Every single entry must be restated word for word.

::: Provided data

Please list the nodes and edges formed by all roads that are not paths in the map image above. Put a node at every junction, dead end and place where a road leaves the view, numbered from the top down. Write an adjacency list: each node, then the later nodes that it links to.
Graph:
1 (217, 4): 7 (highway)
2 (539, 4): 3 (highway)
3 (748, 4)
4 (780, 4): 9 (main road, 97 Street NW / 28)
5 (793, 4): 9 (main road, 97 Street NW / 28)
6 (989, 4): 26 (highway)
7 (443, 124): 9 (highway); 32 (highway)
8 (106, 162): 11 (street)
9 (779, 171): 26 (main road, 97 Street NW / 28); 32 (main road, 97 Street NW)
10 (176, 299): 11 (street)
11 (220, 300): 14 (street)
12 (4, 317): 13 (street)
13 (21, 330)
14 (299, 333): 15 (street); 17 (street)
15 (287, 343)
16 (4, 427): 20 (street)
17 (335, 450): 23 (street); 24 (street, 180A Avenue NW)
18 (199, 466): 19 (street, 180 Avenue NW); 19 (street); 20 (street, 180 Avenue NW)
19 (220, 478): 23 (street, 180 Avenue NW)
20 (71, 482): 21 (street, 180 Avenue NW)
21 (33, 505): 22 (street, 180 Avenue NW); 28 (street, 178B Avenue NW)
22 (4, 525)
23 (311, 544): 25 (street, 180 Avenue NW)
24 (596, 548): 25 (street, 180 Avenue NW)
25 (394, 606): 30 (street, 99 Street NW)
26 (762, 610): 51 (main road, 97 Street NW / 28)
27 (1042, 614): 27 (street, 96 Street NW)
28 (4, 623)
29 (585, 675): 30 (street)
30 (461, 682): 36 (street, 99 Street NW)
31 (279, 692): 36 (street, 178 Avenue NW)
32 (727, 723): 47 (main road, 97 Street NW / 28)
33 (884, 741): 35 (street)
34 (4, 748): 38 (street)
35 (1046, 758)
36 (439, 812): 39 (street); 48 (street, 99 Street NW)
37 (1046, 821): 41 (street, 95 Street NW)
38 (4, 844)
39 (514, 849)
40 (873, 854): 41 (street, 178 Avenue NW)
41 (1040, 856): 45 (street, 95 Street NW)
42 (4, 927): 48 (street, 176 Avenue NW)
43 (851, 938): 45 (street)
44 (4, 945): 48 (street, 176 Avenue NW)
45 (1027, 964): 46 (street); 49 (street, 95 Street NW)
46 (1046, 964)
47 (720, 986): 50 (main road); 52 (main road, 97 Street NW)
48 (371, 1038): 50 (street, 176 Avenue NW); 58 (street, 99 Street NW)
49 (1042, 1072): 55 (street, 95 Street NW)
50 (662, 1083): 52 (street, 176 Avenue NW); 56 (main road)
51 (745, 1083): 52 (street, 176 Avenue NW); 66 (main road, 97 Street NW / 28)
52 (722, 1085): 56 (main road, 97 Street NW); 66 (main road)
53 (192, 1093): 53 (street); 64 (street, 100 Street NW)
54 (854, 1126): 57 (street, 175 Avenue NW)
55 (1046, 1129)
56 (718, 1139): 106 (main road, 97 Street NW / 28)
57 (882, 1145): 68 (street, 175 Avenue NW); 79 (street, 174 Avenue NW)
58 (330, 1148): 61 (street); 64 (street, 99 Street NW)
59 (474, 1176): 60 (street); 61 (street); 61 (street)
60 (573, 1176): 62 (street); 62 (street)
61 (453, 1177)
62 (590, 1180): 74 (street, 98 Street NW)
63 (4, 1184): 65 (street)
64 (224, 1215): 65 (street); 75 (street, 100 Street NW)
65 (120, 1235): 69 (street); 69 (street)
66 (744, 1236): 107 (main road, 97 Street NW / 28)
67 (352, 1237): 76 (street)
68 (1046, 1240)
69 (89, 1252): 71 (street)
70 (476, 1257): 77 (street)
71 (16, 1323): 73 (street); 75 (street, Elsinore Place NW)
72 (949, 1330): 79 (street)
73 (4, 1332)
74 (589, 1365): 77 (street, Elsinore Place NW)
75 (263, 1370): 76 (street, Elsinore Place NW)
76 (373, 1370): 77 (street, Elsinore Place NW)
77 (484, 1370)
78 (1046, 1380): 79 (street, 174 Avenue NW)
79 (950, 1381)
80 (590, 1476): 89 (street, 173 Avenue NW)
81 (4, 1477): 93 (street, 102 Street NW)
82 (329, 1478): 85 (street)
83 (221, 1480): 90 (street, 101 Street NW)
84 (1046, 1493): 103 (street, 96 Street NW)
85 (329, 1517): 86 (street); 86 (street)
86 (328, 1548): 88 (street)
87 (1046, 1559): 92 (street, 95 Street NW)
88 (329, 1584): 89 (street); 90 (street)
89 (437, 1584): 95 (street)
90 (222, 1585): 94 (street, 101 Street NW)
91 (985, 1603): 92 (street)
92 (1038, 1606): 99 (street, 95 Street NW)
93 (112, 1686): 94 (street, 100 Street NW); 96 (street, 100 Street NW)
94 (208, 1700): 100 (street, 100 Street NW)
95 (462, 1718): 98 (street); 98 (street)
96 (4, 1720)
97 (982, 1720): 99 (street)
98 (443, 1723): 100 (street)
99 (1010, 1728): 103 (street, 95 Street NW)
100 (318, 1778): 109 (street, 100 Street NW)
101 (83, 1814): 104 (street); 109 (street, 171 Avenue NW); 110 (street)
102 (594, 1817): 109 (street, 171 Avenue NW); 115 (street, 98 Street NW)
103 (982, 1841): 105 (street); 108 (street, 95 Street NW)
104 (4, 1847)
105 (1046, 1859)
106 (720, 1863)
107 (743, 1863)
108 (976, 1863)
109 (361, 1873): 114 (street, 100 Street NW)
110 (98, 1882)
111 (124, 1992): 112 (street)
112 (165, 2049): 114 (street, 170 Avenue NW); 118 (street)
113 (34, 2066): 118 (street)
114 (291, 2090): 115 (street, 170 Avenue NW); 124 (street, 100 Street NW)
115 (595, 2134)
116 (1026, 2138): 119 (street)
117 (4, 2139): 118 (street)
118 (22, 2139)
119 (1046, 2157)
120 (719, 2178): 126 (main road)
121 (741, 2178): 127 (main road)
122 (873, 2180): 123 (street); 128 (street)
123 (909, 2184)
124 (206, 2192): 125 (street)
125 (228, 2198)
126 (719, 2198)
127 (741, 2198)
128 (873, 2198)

::::::

• _Answer to this task_:
Please list the nodes and edges formed by all roads that are not paths in the map image above. Put a node at every junction, dead end and place where a road leaves the view, numbered from the top down. Write an adjacency list: each node, then the later nodes that it links to.
Graph:
1 (217, 4): 7 (highway)
2 (539, 4): 3 (highway)
3 (748, 4)
4 (780, 4): 9 (main road, 97 Street NW / 28)
5 (793, 4): 9 (main road, 97 Street NW / 28)
6 (989, 4): 26 (highway)
7 (443, 124): 9 (highway); 32 (highway)
8 (106, 162): 11 (street)
9 (779, 171): 26 (main road, 97 Street NW / 28); 32 (main road, 97 Street NW)
10 (176, 299): 11 (street)
11 (220, 300): 14 (street)
12 (4, 317): 13 (street)
13 (21, 330)
14 (299, 333): 15 (street); 17 (street)
15 (287, 343)
16 (4, 427): 20 (street)
17 (335, 450): 23 (street); 24 (street, 180A Avenue NW)
18 (199, 466): 19 (street, 180 Avenue NW); 19 (street); 20 (street, 180 Avenue NW)
19 (220, 478): 23 (street, 180 Avenue NW)
20 (71, 482): 21 (street, 180 Avenue NW)
21 (33, 505): 22 (street, 180 Avenue NW); 28 (street, 178B Avenue NW)
22 (4, 525)
23 (311, 544): 25 (street, 180 Avenue NW)
24 (596, 548): 25 (street, 180 Avenue NW)
25 (394, 606): 30 (street, 99 Street NW)
26 (762, 610): 51 (main road, 97 Street NW / 28)
27 (1042, 614): 27 (street, 96 Street NW)
28 (4, 623)
29 (585, 675): 30 (street)
30 (461, 682): 36 (street, 99 Street NW)
31 (279, 692): 36 (street, 178 Avenue NW)
32 (727, 723): 47 (main road, 97 Street NW / 28)
33 (884, 741): 35 (street)
34 (4, 748): 38 (street)
35 (1046, 758)
36 (439, 812): 39 (street); 48 (street, 99 Street NW)
37 (1046, 821): 41 (street, 95 Street NW)
38 (4, 844)
39 (514, 849)
40 (873, 854): 41 (street, 178 Avenue NW)
41 (1040, 856): 45 (street, 95 Street NW)
42 (4, 927): 48 (street, 176 Avenue NW)
43 (851, 938): 45 (street)
44 (4, 945): 48 (street, 176 Avenue NW)
45 (1027, 964): 46 (street); 49 (street, 95 Street NW)
46 (1046, 964)
47 (720, 986): 50 (main road); 52 (main road, 97 Street NW)
48 (371, 1038): 50 (street, 176 Avenue NW); 58 (street, 99 Street NW)
49 (1042, 1072): 55 (street, 95 Street NW)
50 (662, 1083): 52 (street, 176 Avenue NW); 56 (main road)
51 (745, 1083): 52 (street, 176 Avenue NW); 66 (main road, 97 Street NW / 28)
52 (722, 1085): 56 (main road, 97 Street NW); 66 (main road)
53 (192, 1093): 53 (street); 64 (street, 100 Street NW)
54 (854, 1126): 57 (street, 175 Avenue NW)
55 (1046, 1129)
56 (718, 1139): 106 (main road, 97 Street NW / 28)
57 (882, 1145): 68 (street, 175 Avenue NW); 79 (street, 174 Avenue NW)
58 (330, 1148): 61 (street); 64 (street, 99 Street NW)
59 (474, 1176): 60 (street); 61 (street); 61 (street)
60 (573, 1176): 62 (street); 62 (street)
61 (453, 1177)
62 (590, 1180): 74 (street, 98 Street NW)
63 (4, 1184): 65 (street)
64 (224, 1215): 65 (street); 75 (street, 100 Street NW)
65 (120, 1235): 69 (street); 69 (street)
66 (744, 1236): 107 (main road, 97 Street NW / 28)
67 (352, 1237): 76 (street)
68 (1046, 1240)
69 (89, 1252): 71 (street)
70 (476, 1257): 77 (street)
71 (16, 1323): 73 (street); 75 (street, Elsinore Place NW)
72 (949, 1330): 79 (street)
73 (4, 1332)
74 (589, 1365): 77 (street, Elsinore Place NW)
75 (263, 1370): 76 (street, Elsinore Place NW)
76 (373, 1370): 77 (street, Elsinore Place NW)
77 (484, 1370)
78 (1046, 1380): 79 (street, 174 Avenue NW)
79 (950, 1381)
80 (590, 1476): 89 (street, 173 Avenue NW)
81 (4, 1477): 93 (street, 102 Street NW)
82 (329, 1478): 85 (street)
83 (221, 1480): 90 (street, 101 Street NW)
84 (1046, 1493): 103 (street, 96 Street NW)
85 (329, 1517): 86 (street); 86 (street)
86 (328, 1548): 88 (street)
87 (1046, 1559): 92 (street, 95 Street NW)
88 (329, 1584): 89 (street); 90 (street)
89 (437, 1584): 95 (street)
90 (222, 1585): 94 (street, 101 Street NW)
91 (985, 1603): 92 (street)
92 (1038, 1606): 99 (street, 95 Street NW)
93 (112, 1686): 94 (street, 100 Street NW); 96 (street, 100 Street NW)
94 (208, 1700): 100 (street, 100 Street NW)
95 (462, 1718): 98 (street); 98 (street)
96 (4, 1720)
97 (982, 1720): 99 (street)
98 (443, 1723): 100 (street)
99 (1010, 1728): 103 (street, 95 Street NW)
100 (318, 1778): 109 (street, 100 Street NW)
101 (83, 1814): 104 (street); 109 (street, 171 Avenue NW); 110 (street)
102 (594, 1817): 109 (street, 171 Avenue NW); 115 (street, 98 Street NW)
103 (982, 1841): 105 (street); 108 (street, 95 Street NW)
104 (4, 1847)
105 (1046, 1859)
106 (720, 1863)
107 (743, 1863)
108 (976, 1863)
109 (361, 1873): 114 (street, 100 Street NW)
110 (98, 1882)
111 (124, 1992): 112 (street)
112 (165, 2049): 114 (street, 170 Avenue NW); 118 (street)
113 (34, 2066): 118 (street)
114 (291, 2090): 115 (street, 170 Avenue NW); 124 (street, 100 Street NW)
115 (595, 2134)
116 (1026, 2138): 119 (street)
117 (4, 2139): 118 (street)
118 (22, 2139)
119 (1046, 2157)
120 (719, 2178): 126 (main road)
121 (741, 2178): 127 (main road)
122 (873, 2180): 123 (street); 128 (street)
123 (909, 2184)
124 (206, 2192): 125 (street)
125 (228, 2198)
126 (719, 2198)
127 (741, 2198)
128 (873, 2198)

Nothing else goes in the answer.